Saved entries:

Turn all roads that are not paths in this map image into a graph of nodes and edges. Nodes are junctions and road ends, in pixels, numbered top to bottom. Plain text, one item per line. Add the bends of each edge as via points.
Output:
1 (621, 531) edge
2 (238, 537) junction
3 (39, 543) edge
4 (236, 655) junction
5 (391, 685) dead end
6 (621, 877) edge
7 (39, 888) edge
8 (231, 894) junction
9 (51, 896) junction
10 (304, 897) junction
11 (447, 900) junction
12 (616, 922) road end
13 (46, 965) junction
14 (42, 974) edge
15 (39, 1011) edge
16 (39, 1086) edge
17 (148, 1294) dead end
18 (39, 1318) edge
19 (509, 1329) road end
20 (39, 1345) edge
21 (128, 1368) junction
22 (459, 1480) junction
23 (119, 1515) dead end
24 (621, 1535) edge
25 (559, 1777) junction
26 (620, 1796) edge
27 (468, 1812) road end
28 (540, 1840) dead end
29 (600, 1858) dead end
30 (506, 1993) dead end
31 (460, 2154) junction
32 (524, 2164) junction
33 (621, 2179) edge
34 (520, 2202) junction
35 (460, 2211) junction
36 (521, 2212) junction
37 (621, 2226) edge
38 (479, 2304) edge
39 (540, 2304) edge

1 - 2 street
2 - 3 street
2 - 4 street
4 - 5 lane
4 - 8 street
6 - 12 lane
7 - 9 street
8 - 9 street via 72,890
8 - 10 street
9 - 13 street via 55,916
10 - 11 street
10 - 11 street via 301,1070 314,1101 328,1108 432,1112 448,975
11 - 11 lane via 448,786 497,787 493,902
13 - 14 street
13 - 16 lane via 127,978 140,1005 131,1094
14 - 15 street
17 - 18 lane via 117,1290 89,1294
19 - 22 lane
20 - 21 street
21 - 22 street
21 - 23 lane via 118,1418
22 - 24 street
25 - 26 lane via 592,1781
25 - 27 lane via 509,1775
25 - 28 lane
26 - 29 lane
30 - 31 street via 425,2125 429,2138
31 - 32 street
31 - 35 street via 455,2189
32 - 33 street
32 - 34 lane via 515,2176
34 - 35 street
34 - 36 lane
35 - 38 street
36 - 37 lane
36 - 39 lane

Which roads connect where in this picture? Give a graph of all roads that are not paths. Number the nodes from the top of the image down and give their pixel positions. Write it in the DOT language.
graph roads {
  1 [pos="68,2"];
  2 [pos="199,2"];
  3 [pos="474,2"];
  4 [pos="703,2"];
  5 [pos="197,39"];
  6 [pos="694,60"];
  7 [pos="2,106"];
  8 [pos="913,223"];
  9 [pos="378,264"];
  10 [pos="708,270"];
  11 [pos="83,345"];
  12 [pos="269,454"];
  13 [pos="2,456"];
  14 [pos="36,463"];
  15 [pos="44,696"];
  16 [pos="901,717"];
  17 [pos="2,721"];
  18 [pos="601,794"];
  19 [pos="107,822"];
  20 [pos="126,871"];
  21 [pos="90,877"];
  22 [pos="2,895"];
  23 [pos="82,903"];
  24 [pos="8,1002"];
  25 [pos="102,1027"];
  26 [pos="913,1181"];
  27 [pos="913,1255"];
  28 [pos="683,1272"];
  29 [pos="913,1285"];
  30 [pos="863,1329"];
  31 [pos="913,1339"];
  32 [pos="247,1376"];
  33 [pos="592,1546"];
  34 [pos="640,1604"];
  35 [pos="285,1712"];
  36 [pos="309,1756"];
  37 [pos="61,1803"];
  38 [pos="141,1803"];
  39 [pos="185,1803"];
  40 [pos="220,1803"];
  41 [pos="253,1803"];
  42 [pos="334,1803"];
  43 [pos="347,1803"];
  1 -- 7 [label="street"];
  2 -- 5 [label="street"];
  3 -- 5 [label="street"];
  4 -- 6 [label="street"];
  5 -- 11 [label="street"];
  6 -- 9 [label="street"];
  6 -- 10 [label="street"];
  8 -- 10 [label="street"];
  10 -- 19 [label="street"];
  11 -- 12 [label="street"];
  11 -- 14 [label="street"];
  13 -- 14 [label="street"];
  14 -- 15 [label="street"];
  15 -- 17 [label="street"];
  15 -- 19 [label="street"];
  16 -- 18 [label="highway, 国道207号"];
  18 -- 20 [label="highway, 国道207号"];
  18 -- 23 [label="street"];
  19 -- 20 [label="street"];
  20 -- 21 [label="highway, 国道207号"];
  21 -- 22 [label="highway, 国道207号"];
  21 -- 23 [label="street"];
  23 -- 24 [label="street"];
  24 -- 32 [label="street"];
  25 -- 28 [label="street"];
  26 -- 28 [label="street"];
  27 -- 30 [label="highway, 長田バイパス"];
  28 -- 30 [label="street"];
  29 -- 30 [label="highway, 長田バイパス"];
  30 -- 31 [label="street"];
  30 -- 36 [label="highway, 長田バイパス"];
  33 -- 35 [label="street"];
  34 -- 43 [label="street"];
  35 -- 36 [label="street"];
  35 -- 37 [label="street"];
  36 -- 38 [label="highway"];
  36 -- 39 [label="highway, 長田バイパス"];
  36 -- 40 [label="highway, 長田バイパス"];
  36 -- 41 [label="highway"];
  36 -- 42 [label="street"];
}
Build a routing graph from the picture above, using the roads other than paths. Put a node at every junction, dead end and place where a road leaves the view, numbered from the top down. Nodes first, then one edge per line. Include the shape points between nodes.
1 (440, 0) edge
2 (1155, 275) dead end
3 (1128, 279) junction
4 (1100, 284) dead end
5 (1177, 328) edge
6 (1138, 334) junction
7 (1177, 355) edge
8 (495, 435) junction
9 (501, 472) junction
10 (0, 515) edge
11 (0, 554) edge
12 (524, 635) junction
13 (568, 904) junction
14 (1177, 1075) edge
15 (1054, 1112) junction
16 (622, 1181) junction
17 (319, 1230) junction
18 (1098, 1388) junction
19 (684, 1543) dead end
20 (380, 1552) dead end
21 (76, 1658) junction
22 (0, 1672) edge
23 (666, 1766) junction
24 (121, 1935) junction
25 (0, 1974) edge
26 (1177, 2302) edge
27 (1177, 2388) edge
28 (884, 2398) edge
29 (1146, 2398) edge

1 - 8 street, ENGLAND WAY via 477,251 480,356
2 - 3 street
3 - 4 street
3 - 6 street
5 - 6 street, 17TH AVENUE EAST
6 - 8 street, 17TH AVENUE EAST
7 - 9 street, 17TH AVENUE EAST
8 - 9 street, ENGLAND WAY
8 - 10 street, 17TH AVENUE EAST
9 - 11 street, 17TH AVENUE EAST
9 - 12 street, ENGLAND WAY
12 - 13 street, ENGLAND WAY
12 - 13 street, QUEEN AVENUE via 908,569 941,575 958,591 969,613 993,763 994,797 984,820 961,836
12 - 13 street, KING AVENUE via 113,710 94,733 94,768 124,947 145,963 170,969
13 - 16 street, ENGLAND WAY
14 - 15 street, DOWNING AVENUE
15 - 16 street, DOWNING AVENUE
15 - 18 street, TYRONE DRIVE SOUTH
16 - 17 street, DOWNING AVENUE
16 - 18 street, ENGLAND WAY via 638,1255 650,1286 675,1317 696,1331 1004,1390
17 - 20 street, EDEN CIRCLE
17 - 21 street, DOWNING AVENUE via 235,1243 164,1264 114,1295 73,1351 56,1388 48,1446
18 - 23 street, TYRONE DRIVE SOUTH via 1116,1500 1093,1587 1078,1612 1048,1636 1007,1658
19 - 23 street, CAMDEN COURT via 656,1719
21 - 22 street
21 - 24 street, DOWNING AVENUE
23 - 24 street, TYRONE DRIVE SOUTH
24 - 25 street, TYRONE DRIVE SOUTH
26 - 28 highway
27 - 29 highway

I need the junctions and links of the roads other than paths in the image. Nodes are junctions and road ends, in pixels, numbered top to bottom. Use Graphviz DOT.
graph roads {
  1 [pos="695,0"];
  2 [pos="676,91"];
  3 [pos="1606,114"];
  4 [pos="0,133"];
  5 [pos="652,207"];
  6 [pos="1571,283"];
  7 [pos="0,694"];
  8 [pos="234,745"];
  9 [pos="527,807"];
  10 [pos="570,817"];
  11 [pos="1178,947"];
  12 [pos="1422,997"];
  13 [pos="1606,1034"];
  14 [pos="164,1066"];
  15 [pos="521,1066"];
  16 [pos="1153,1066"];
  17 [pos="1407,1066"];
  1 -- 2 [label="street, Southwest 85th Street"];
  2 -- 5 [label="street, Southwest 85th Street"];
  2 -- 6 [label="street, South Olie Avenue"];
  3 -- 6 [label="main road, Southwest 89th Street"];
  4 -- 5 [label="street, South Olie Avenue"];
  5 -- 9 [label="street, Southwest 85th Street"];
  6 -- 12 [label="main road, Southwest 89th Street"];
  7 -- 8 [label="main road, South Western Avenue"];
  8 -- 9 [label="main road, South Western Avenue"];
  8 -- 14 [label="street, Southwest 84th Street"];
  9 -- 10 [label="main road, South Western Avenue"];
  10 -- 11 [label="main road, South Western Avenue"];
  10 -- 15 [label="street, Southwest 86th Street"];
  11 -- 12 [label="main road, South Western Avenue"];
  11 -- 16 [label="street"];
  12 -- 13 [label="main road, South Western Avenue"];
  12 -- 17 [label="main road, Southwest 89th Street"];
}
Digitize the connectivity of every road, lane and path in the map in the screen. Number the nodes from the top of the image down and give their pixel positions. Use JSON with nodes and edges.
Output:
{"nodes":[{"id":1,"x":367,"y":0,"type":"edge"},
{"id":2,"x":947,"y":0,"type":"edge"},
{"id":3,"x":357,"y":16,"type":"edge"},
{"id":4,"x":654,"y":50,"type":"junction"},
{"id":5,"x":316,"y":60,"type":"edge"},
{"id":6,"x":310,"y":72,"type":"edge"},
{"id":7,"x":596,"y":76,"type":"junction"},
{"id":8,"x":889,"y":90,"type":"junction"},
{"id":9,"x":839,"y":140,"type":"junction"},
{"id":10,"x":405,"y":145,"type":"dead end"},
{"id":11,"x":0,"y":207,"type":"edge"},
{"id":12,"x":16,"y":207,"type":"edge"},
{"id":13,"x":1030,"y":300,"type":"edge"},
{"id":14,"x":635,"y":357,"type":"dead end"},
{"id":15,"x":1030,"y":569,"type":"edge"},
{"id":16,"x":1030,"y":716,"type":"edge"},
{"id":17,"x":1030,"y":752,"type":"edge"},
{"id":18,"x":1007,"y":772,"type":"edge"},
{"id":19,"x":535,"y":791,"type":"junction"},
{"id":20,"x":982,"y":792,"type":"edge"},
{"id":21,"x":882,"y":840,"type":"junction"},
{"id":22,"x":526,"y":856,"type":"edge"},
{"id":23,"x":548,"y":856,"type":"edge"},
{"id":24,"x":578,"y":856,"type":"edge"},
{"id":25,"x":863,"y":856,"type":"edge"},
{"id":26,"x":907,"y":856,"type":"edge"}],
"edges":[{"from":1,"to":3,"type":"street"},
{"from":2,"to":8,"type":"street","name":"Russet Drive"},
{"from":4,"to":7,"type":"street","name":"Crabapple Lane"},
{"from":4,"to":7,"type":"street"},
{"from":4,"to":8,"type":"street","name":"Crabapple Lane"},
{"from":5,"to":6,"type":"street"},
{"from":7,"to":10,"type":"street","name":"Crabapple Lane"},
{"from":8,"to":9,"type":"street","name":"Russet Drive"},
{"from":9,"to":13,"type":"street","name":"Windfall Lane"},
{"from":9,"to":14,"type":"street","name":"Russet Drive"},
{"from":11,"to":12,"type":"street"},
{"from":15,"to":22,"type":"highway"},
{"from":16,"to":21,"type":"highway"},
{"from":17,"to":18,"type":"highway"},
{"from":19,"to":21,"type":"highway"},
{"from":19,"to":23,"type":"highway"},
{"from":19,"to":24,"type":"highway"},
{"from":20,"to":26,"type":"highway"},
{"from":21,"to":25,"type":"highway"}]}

WHAT THE TASK REQUIRES
Only a number is expected in response: how many lines of the records above include the word "Olie".

TASK RESULT
2